Toronto Public Health says a new initiative to track homeless deaths on city streets will help “guide efforts to improve the health” of one of Toronto’s most vulnerable groups.
On Jan. 1, public health staff officially started keeping track of the number of homeless individuals who die on city streets, an initiative which some anti-poverty activists say is long overdue.
The city previously only tracked the deaths of homeless people inside city-funded shelters and according to figures released by public health, there were 30 deaths in city-funded shelters in 2016, 45 in 2015, 30 in 2014 and 16 in 2013.
The decision to track all homeless deaths came after city council adopted a motion put forward by Coun. Paul Ainslie last April asking public health to collect more data.
The city will now track homeless individuals who die while living on the street, at a friend’s place, at a shelter or any other location in Toronto.
The new data collected includes gender, age, the individual’s history of homelessness, agencies used by the deceased, the date and place of death, and the unofficial cause of death.

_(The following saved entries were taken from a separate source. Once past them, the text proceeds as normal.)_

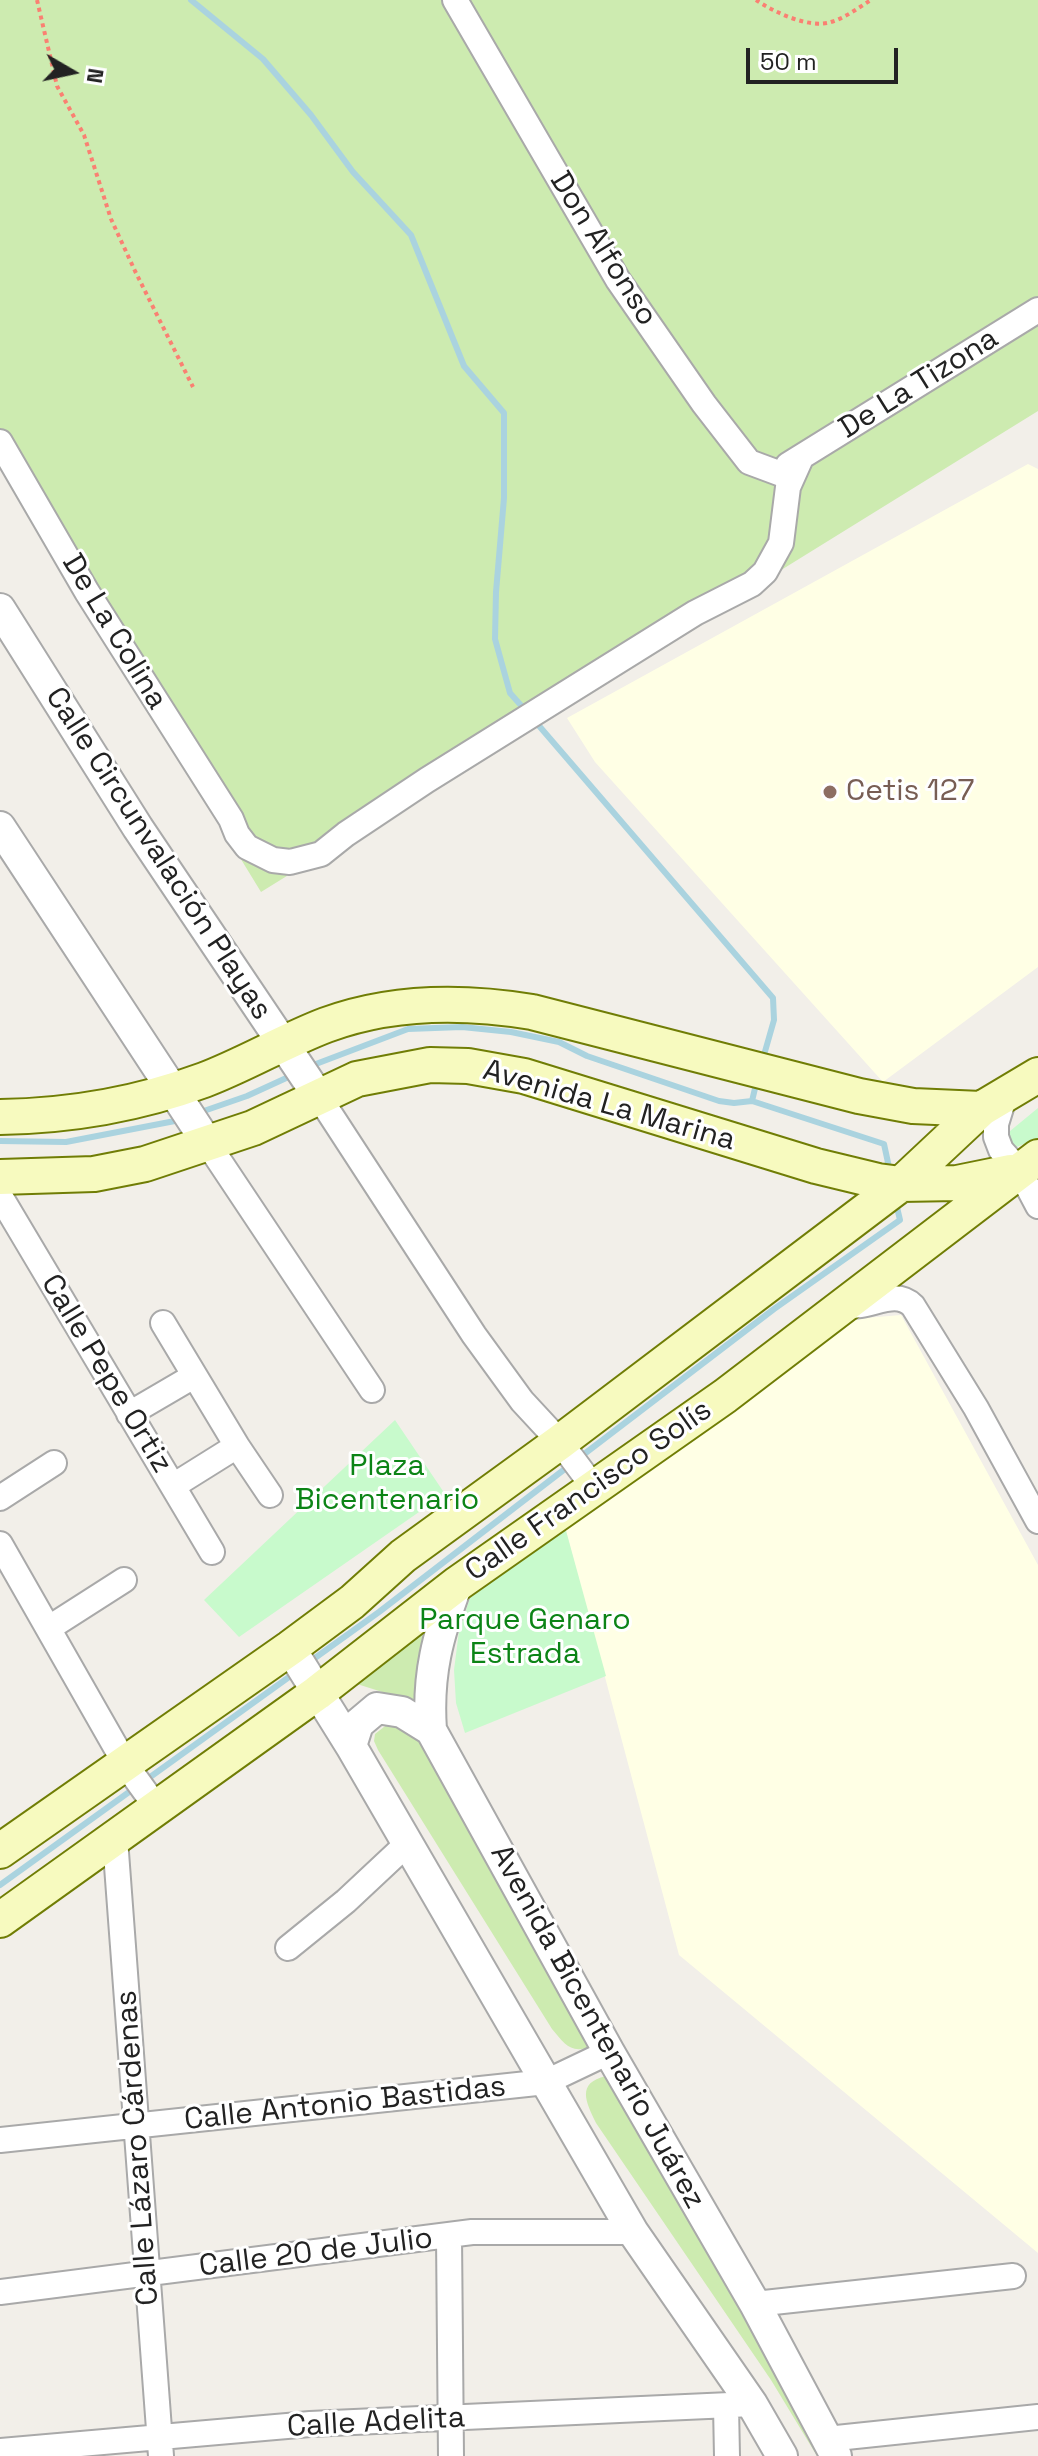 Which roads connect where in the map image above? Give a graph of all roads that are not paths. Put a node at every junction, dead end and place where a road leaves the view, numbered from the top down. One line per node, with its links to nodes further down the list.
1 (455, 0): 4 (street, Don Alfonso)
2 (1038, 310): 4 (street, De La Tizona)
3 (0, 442): 4 (street, De La Colina)
4 (790, 470)
5 (2, 615): 7 (street, Calle Circunvalación Playas)
6 (0, 827): 9 (street)
7 (283, 1045): 9 (main road); 10 (street, Calle Circunvalación Playas); 11 (main road)
8 (1038, 1075): 11 (main road, Calle Francisco Solís)
9 (172, 1089): 12 (main road); 13 (street)
10 (319, 1097): 13 (main road, Avenida La Marina); 16 (main road, Avenida La Marina); 24 (street)
11 (993, 1102): 14 (street); 16 (main road, Calle Francisco Solís)
12 (0, 1117)
13 (208, 1144): 15 (main road, Avenida La Marina); 22 (street)
14 (1028, 1163): 16 (main road, Avenida La Marina); 18 (street); 19 (main road, Calle Francisco Solís)
15 (0, 1177)
16 (894, 1190): 24 (main road, Calle Francisco Solís)
17 (0, 1196): 23 (street, Calle Pepe Ortiz)
18 (1038, 1206)
19 (857, 1296): 28 (main road, Calle Francisco Solís); 31 (street)
20 (163, 1323): 21 (street)
21 (194, 1376): 23 (street); 25 (street)
22 (372, 1390)
23 (129, 1414): 27 (street, Calle Pepe Ortiz)
24 (560, 1442): 28 (street); 37 (main road, Calle Francisco Solís)
25 (237, 1446): 27 (street); 29 (street)
26 (54, 1463): 30 (street)
27 (173, 1486): 33 (street, Calle Pepe Ortiz)
28 (595, 1489): 35 (main road, Calle Francisco Solís)
29 (270, 1495)
30 (0, 1498)
31 (1037, 1516)
32 (0, 1544): 36 (street)
33 (212, 1552)
34 (124, 1580): 36 (street)
35 (457, 1584): 38 (main road, Calle Francisco Solís); 39 (street, Avenida Bicentenario Juárez)
36 (49, 1628): 41 (street)
37 (290, 1648): 38 (street); 41 (main road, Calle Francisco Solís)
38 (317, 1693): 40 (street); 42 (main road, Calle Francisco Solís)
39 (431, 1730): 40 (street); 48 (street, Avenida Bicentenario Juárez)
40 (351, 1746): 44 (street)
41 (126, 1765): 42 (street); 45 (main road, Calle Francisco Solís)
42 (157, 1808): 43 (main road, Calle Francisco Solís)
43 (115, 1839): 46 (main road, Calle Francisco Solís); 50 (street, Calle Lázaro Cárdenas)
44 (408, 1843): 47 (street); 49 (street)
45 (0, 1851)
46 (0, 1920)
47 (288, 1948)
48 (609, 2052): 49 (street, Calle Antonio Bastidas); 57 (street, Avenida Bicentenario Juárez)
49 (546, 2082): 50 (street, Calle Antonio Bastidas); 52 (street)
50 (136, 2126): 51 (street, Calle Antonio Bastidas); 54 (street, Calle Lázaro Cárdenas)
51 (0, 2140)
52 (633, 2232): 53 (street, Calle 20 de Julio); 58 (street)
53 (449, 2236): 54 (street, Calle 20 de Julio); 60 (street)
54 (147, 2275): 56 (street, Calle 20 de Julio); 61 (street, Calle Lázaro Cárdenas)
55 (1013, 2276): 57 (street)
56 (0, 2292)
57 (755, 2304): 62 (street, Avenida Bicentenario Juárez)
58 (739, 2405): 60 (street, Calle Adelita); 65 (street); 66 (street)
59 (1038, 2417): 62 (street)
60 (451, 2419): 61 (street, Calle Adelita); 64 (street)
61 (160, 2448): 63 (street, Calle Adelita)
62 (832, 2448)
63 (0, 2451)
64 (451, 2456)
65 (727, 2456)
66 (782, 2456)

"We will be collecting better data to provide a more fulsome understanding of the scope of this issue in Toronto," Dr. Barbara Yaffe, Toronto’s acting medical officer of health, said a news conference at the Church of the Holy Trinity in downtown Toronto Tuesday.
"When you can’t measure a problem it makes it very hard to address it and come up with solutions to fix it."

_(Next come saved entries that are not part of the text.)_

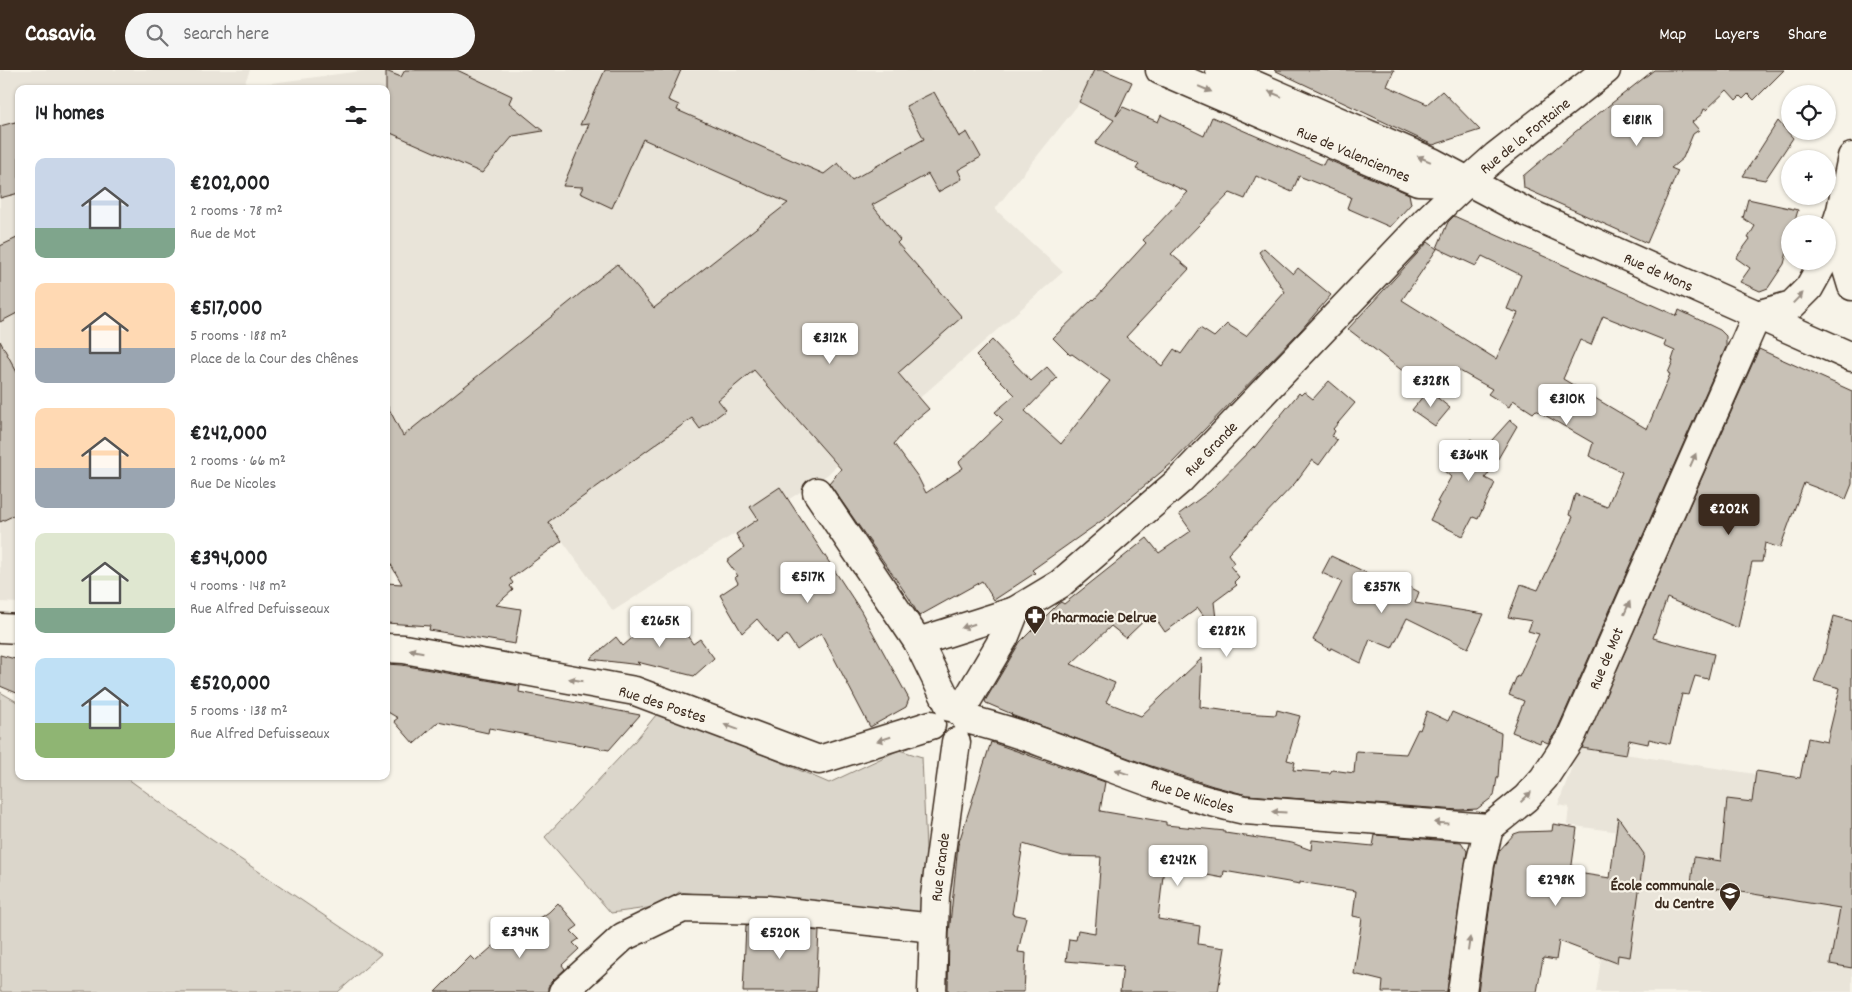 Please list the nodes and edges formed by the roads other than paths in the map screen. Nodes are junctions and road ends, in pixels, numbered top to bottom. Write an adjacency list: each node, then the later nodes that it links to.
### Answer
1 (1160, 70): 5 (street, Rue de Valenciennes, one-way to 5)
2 (1220, 70): 5 (street, Rue de Valenciennes, one-way to 2)
3 (1606, 70): 5 (street, Rue de la Fontaine)
4 (1852, 157): 6 (street)
5 (1467, 182): 10 (street, Rue de Mons); 13 (street, Rue Grande)
6 (1841, 210): 7 (street); 9 (street)
7 (1836, 225)
8 (1819, 270): 10 (street, one-way to 8)
9 (1852, 286)
10 (1757, 314): 11 (street, Rue de Mons); 19 (street, Rue de Mot, one-way to 10)
11 (1852, 357)
12 (816, 492): 16 (street)
13 (1015, 611): 16 (street, one-way to 16); 18 (street, Rue Grande)
14 (0, 628): 15 (street)
15 (15, 629)
16 (918, 642): 18 (street)
17 (390, 648): 18 (street, Rue des Postes, one-way to 17)
18 (952, 721): 19 (street, Rue De Nicoles, one-way to 18); 20 (street, Rue Grande)
19 (1489, 828): 23 (street, one-way to 19)
20 (934, 928): 21 (street); 22 (street, Rue Grande)
21 (563, 992)
22 (932, 992)
23 (1462, 992)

Speaking at the news conference Tuesday, Toronto street nurse Cathy Crowe said in the past, she was forced to rely on her own memory to track the tragic deaths on city streets.
"A patient of mine was decapitated by a train. A man on Bay Street was beaten to death in a bus shelter. Several men and women froze to death throughout the years... Others have died of overdose," she said.
"The deaths we know are traumatic and they are violent and they are never natural."
Crowe thanked Ainslie and members of the city for deciding to collect more data.
"I am happy to say, that after all these years, we are finally going to get hard data on these atrocities," she concluded.